Both the Court of Appeal in 2017, and the Supreme Court in 2018, dismissed Mrs Owens’ appeal. Judges in both courts said that it was for Parliament, and not judges, to change the law. In the Court of Appeal, Sir James Munby, then President of the Family Division, said that, in this respect, the law and procedures were based on “hypocrisy and lack of intellectual honesty”.

Family Law Act 1996 provisions for no-fault divorce: not implemented and now repealed

Part 2 of the Family Law Act 1996 would have introduced “no-fault divorce” and required the parties to a divorce to attend “information meetings” with a view to encouraging reconciliation where possible. In 2001, following a series of information meeting pilot schemes, the then Government concluded that the provisions were “unworkable”. The relevant provisions in Part 2 have now been repealed.

Previous calls for introduction of no-fault divorce

Among others, some senior members of the Judiciary; the Family Mediation Taskforce; Resolution (the national organisation of family lawyers); and The Times newspaper have called for the introduction of no‑fault divorce. There have also been Private Members’ Bills in the Commons and the Lords, which did not become law, on this issue.

In October 2017, the report of a Nuffield Foundation funded research project, led by Professor Liz Trinder of Exeter University, recommended removing fault entirely from divorce law and replacing it with a notification system. The report concluded that it was time for the law to be reformed to address the mismatch between law and practice.
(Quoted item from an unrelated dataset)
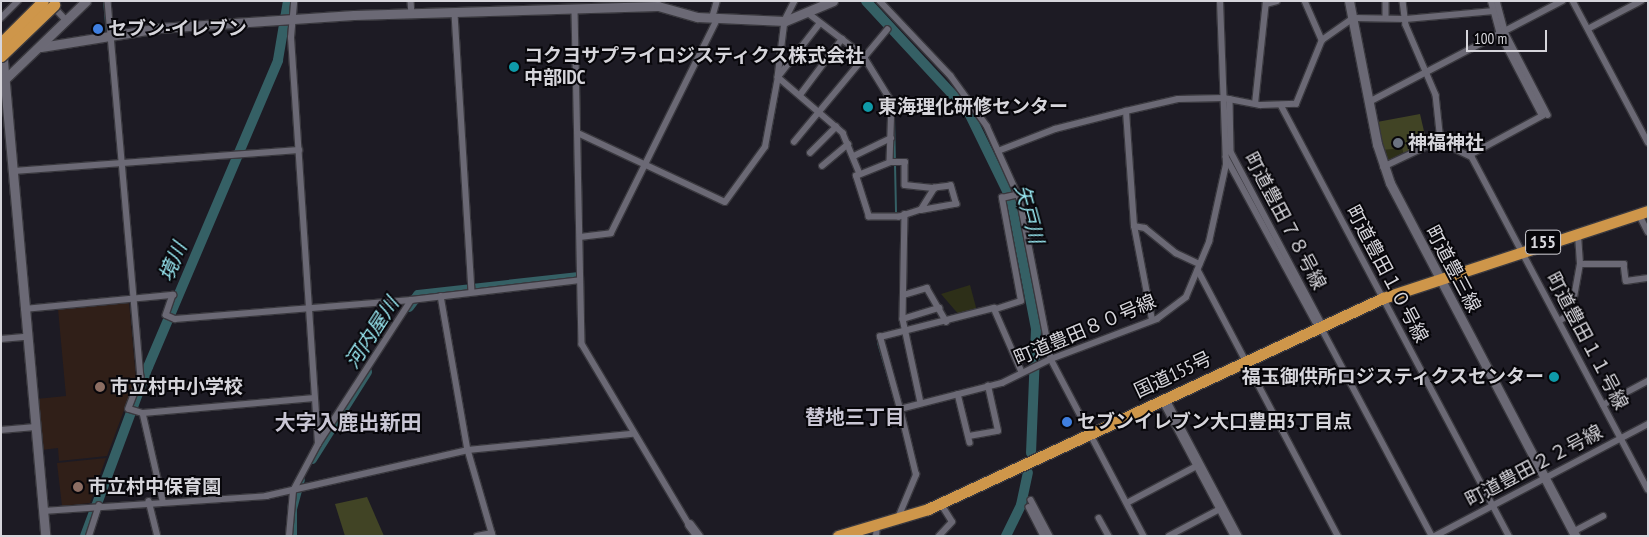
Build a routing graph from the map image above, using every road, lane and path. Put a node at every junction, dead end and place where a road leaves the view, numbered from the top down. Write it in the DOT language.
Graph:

Advocates of this form of divorce speak of reducing the conflict which can be caused by allegations of fault. In some cases, the assertion of fault is considered to be a “charade”.

Arguments against no-fault divorce

The arguments of those who oppose the introduction of no-fault divorce include that the institution of marriage should be supported; the risk of the divorce rate increasing if it is perceived to be easier to get a divorce; and the negative impact of family breakdown.  

Government consultation and response

In 2018, the Ministry of Justice consulted on replacing the current requirement to establish one or more of the five facts to show that a marriage has broken down irretrievably, with a process based on notification. In his Ministerial Foreword, David Gauke, the then Lord Chancellor and Secretary of State for Justice, referred specifically to the Owens case, and said that it had generated broader questions about what the law requires of people going through divorce and what it achieves in practice.

On 9 April 2019, the Government published its response to the consultation. David Gauke announced that legislation would be introduced to remove the legal requirement to make allegations about spousal conduct or to have lived separately for up to five years.   He said that the Government would continue to support marriage but that the law should allow people to move on constructively when divorce is inevitable, and that this would benefit children.

Scotland

The basis for divorce in Scotland was originally very similar to that in England and Wales. However, the Family Law (Scotland) Act 2006 reduced the separation periods from two years to one where there is consent, and from five to two years where the respondent does not consent. The ‘desertion’ fact was also removed.